Where in the records does the word "align" appear? Copy each line that holds it.

> TASK INPUT
>>

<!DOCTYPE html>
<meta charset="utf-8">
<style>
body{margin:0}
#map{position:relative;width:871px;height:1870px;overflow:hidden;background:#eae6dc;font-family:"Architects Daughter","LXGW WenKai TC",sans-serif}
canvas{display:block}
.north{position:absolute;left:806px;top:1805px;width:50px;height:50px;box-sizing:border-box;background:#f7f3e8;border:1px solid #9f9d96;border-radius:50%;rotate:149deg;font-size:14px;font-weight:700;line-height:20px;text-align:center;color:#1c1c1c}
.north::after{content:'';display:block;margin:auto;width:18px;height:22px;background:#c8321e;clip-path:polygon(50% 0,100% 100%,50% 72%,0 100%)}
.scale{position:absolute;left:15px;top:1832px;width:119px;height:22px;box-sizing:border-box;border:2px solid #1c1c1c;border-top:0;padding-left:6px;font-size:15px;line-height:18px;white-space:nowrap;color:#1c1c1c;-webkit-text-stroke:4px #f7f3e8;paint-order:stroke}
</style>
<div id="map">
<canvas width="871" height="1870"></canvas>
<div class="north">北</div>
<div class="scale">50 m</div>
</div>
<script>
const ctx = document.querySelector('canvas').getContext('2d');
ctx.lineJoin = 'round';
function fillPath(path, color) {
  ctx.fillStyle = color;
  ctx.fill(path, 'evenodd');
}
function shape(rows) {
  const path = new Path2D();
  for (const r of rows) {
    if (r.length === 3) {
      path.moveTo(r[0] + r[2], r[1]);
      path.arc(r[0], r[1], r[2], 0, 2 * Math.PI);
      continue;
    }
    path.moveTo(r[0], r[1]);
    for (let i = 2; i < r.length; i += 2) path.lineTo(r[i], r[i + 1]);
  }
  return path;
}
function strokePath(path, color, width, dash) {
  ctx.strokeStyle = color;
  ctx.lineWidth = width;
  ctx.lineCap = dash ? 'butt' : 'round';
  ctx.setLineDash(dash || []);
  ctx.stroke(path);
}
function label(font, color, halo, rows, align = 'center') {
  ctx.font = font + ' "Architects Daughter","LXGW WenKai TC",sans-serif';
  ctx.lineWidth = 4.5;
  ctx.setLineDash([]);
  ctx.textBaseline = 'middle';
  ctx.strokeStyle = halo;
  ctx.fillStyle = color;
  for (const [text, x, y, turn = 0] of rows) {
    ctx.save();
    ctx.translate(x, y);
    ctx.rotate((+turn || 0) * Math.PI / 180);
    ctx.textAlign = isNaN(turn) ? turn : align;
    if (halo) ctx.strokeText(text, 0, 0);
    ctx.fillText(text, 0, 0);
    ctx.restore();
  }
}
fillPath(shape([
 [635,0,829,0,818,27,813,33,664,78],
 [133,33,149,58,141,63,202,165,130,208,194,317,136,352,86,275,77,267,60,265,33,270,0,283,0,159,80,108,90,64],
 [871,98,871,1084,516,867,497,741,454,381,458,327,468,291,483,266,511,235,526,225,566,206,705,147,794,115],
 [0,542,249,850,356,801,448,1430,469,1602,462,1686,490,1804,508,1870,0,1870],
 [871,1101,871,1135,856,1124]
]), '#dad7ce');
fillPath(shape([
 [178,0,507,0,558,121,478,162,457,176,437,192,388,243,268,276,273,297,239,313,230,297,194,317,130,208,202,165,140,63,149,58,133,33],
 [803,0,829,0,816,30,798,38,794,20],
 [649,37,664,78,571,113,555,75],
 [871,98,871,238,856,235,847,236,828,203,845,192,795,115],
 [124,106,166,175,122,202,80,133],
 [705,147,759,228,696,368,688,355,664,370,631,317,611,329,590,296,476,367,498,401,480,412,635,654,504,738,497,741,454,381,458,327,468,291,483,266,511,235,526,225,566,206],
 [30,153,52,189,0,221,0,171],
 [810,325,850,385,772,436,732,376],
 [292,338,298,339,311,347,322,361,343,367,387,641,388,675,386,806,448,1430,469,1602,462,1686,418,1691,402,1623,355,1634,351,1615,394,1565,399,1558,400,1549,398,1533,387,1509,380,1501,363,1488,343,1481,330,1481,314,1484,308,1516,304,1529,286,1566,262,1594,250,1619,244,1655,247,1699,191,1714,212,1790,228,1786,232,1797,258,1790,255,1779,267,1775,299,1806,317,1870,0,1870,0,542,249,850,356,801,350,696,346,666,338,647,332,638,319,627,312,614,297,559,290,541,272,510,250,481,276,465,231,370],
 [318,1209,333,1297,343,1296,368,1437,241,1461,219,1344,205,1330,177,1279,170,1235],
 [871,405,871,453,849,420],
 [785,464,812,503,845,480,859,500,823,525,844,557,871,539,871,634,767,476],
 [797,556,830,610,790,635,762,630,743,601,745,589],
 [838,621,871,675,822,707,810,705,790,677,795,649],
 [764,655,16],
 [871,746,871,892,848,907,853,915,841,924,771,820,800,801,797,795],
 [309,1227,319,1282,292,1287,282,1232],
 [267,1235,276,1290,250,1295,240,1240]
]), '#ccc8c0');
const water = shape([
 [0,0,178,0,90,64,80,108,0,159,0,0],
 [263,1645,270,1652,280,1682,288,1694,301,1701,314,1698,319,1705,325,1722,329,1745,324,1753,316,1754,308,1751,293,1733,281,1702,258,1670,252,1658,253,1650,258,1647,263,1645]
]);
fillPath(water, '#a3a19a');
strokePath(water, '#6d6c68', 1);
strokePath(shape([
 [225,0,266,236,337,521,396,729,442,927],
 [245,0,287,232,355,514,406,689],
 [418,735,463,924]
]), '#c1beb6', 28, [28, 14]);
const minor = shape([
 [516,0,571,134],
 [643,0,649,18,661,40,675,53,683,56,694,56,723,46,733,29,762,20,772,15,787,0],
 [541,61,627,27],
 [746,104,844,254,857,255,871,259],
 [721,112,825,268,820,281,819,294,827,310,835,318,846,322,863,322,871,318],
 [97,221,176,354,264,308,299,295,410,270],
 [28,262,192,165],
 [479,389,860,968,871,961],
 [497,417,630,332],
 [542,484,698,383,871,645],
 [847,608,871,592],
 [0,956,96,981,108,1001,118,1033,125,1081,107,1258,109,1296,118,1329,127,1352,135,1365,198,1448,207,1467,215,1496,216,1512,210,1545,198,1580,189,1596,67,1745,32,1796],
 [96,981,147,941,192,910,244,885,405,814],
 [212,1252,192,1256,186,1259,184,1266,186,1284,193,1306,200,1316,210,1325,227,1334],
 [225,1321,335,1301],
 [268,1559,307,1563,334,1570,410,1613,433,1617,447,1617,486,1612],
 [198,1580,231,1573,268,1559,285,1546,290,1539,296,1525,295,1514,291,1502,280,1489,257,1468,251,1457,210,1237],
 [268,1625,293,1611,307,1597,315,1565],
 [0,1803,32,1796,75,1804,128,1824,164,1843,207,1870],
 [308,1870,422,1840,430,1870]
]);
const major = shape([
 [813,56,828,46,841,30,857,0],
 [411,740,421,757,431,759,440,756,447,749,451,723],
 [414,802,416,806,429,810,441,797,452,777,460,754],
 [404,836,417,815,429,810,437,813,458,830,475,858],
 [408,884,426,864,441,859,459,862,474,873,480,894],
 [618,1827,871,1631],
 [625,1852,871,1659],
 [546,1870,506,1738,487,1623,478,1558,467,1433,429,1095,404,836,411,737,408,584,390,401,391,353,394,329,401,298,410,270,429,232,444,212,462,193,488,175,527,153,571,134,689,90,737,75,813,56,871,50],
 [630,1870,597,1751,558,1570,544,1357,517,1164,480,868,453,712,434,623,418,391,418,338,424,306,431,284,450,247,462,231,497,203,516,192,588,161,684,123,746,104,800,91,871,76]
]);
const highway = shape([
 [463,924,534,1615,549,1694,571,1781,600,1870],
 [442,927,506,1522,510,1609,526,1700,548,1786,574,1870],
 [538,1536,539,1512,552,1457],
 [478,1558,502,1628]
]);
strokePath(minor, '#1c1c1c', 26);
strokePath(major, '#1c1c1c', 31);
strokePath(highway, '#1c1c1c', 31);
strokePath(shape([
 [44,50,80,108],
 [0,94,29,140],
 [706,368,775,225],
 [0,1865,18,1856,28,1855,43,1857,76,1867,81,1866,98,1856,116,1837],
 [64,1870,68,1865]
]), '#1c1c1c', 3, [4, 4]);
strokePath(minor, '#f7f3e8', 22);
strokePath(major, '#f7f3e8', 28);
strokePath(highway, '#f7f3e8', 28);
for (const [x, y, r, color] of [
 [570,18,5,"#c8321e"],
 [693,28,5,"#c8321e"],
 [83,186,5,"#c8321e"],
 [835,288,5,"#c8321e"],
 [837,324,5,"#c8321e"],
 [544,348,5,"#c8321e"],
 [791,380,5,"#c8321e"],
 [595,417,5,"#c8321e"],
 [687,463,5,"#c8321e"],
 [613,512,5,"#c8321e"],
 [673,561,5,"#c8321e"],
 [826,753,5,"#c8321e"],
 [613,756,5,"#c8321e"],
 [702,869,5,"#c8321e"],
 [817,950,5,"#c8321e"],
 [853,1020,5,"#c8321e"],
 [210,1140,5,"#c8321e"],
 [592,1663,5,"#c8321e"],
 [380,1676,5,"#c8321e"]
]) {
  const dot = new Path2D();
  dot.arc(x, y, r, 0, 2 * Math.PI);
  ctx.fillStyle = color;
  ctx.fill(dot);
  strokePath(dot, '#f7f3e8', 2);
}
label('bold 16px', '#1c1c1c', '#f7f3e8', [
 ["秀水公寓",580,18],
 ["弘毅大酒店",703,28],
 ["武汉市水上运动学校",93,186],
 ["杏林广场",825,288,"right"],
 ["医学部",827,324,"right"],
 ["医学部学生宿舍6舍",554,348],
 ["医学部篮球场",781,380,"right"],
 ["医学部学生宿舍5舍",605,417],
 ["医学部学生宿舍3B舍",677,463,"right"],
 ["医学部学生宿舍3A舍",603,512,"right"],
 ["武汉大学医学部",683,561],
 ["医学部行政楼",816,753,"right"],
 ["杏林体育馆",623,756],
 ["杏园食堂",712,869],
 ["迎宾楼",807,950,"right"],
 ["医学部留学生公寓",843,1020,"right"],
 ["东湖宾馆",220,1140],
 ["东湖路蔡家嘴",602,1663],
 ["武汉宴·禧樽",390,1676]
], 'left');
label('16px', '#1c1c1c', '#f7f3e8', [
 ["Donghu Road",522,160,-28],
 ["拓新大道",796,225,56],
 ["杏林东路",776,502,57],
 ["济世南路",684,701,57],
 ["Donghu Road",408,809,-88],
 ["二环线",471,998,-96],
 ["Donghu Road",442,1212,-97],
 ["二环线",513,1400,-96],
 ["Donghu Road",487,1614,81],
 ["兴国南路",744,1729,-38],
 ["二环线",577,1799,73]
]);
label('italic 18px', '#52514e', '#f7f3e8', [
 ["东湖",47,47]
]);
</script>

<<

> SOLUTION TO THE EXERCISE
.north{position:absolute;left:806px;top:1805px;width:50px;height:50px;box-sizing:border-box;background:#f7f3e8;border:1px solid #9f9d96;border-radius:50%;rotate:149deg;font-size:14px;font-weight:700;line-height:20px;text-align:center;color:#1c1c1c}
function label(font, color, halo, rows, align = 'center') {
    ctx.textAlign = isNaN(turn) ? turn : align;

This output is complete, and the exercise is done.